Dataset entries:

════════════════

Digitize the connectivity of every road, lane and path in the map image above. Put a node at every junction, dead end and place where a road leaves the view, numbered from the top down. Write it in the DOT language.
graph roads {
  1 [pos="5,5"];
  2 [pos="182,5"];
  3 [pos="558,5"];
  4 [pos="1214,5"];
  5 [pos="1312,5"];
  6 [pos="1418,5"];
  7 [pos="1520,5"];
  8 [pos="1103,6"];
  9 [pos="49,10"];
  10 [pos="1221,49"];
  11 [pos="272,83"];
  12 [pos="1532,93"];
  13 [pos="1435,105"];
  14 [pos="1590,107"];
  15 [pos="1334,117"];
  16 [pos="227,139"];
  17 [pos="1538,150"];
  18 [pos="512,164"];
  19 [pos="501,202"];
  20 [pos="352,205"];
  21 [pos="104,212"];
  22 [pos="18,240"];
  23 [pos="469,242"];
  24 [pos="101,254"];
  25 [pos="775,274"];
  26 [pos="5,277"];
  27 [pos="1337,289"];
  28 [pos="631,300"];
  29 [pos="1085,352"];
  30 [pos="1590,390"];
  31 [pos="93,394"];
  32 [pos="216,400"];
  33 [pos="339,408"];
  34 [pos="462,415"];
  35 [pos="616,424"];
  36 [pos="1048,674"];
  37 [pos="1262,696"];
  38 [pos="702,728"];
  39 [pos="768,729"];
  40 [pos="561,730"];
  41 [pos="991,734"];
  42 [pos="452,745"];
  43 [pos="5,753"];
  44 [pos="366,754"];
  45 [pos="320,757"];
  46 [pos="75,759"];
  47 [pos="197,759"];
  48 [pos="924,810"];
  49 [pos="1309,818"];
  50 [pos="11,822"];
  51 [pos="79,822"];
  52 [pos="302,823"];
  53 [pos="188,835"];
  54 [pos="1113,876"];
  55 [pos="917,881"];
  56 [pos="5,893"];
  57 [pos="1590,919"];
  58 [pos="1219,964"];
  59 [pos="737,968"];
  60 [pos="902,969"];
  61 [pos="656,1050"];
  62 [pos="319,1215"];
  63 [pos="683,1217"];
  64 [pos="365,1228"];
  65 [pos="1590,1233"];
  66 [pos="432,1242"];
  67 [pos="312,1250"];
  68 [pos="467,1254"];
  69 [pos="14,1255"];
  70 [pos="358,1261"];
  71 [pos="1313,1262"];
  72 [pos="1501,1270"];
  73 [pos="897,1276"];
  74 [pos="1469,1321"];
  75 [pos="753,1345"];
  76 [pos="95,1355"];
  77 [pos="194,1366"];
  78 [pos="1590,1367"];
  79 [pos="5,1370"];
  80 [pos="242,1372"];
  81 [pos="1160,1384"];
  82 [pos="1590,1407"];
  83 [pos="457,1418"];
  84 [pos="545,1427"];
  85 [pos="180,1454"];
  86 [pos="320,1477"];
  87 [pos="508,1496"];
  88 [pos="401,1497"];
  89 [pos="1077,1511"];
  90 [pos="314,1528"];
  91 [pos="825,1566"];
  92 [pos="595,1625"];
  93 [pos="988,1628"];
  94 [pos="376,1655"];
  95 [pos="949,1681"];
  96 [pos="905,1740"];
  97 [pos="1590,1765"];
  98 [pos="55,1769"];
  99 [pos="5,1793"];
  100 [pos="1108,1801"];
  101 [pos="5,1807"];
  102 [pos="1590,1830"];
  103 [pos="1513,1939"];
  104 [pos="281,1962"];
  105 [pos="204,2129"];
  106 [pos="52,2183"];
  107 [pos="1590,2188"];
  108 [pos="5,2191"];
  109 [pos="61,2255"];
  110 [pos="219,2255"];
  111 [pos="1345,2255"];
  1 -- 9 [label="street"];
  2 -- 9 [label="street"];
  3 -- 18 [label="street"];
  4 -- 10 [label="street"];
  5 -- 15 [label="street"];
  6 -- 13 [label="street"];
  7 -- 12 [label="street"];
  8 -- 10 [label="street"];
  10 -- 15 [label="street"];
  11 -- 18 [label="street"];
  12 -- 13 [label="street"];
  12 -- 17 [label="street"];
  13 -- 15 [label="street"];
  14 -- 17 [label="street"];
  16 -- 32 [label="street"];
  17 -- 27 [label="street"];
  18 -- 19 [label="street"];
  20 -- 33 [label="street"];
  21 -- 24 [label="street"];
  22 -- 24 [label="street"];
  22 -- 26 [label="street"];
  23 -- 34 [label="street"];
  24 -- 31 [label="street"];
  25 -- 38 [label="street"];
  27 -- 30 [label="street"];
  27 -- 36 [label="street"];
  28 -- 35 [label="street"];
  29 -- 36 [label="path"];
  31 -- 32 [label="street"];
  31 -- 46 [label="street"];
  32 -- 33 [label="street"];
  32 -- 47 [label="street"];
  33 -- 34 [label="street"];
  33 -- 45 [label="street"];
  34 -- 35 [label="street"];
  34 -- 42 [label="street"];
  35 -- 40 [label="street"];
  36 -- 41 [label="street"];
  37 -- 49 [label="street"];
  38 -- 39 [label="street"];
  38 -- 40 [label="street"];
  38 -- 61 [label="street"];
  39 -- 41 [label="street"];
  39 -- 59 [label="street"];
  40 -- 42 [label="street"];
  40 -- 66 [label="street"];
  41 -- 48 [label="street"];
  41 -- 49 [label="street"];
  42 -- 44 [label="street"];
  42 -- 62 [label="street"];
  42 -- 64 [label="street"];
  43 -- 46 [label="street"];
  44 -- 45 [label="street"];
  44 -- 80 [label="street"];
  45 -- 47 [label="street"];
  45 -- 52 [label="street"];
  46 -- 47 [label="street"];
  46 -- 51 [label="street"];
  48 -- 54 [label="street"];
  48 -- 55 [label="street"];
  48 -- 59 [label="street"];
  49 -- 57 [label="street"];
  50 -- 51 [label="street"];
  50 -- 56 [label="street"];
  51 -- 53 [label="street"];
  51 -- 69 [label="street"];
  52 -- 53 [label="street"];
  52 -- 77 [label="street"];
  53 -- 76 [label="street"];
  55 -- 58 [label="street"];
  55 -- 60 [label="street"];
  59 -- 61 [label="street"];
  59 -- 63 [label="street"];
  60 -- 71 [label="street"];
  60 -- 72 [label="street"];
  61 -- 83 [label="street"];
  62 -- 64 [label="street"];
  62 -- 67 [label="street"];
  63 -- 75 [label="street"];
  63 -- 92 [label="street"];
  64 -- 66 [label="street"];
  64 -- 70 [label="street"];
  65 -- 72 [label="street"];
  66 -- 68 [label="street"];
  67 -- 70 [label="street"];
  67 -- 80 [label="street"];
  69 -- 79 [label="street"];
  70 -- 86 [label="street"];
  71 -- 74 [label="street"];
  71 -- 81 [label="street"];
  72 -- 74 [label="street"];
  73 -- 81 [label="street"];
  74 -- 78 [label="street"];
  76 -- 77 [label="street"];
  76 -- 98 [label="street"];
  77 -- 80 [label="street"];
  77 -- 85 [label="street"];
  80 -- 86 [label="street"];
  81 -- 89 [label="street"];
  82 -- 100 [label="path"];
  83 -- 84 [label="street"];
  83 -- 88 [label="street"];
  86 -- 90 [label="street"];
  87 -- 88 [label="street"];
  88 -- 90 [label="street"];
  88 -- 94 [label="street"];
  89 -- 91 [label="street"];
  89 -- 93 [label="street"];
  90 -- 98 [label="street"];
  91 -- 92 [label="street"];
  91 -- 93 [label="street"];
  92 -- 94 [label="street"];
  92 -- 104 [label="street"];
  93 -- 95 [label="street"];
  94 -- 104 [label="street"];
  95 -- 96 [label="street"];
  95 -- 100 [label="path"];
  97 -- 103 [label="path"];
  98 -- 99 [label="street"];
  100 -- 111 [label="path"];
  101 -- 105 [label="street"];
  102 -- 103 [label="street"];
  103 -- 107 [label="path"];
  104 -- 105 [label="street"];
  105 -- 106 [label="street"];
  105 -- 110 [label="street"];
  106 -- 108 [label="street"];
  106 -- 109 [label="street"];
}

════════════════

> Exercise instructions: Find the word "path" in the entries above, then copy each line that holds it.

> Reply to the exercise:
Digitize the connectivity of every road, lane and path in the map image above. Put a node at every junction, dead end and place where a road leaves the view, numbered from the top down. Write it in the DOT language.
  29 -- 36 [label="path"];
  82 -- 100 [label="path"];
  95 -- 100 [label="path"];
  97 -- 103 [label="path"];
  100 -- 111 [label="path"];
  103 -- 107 [label="path"];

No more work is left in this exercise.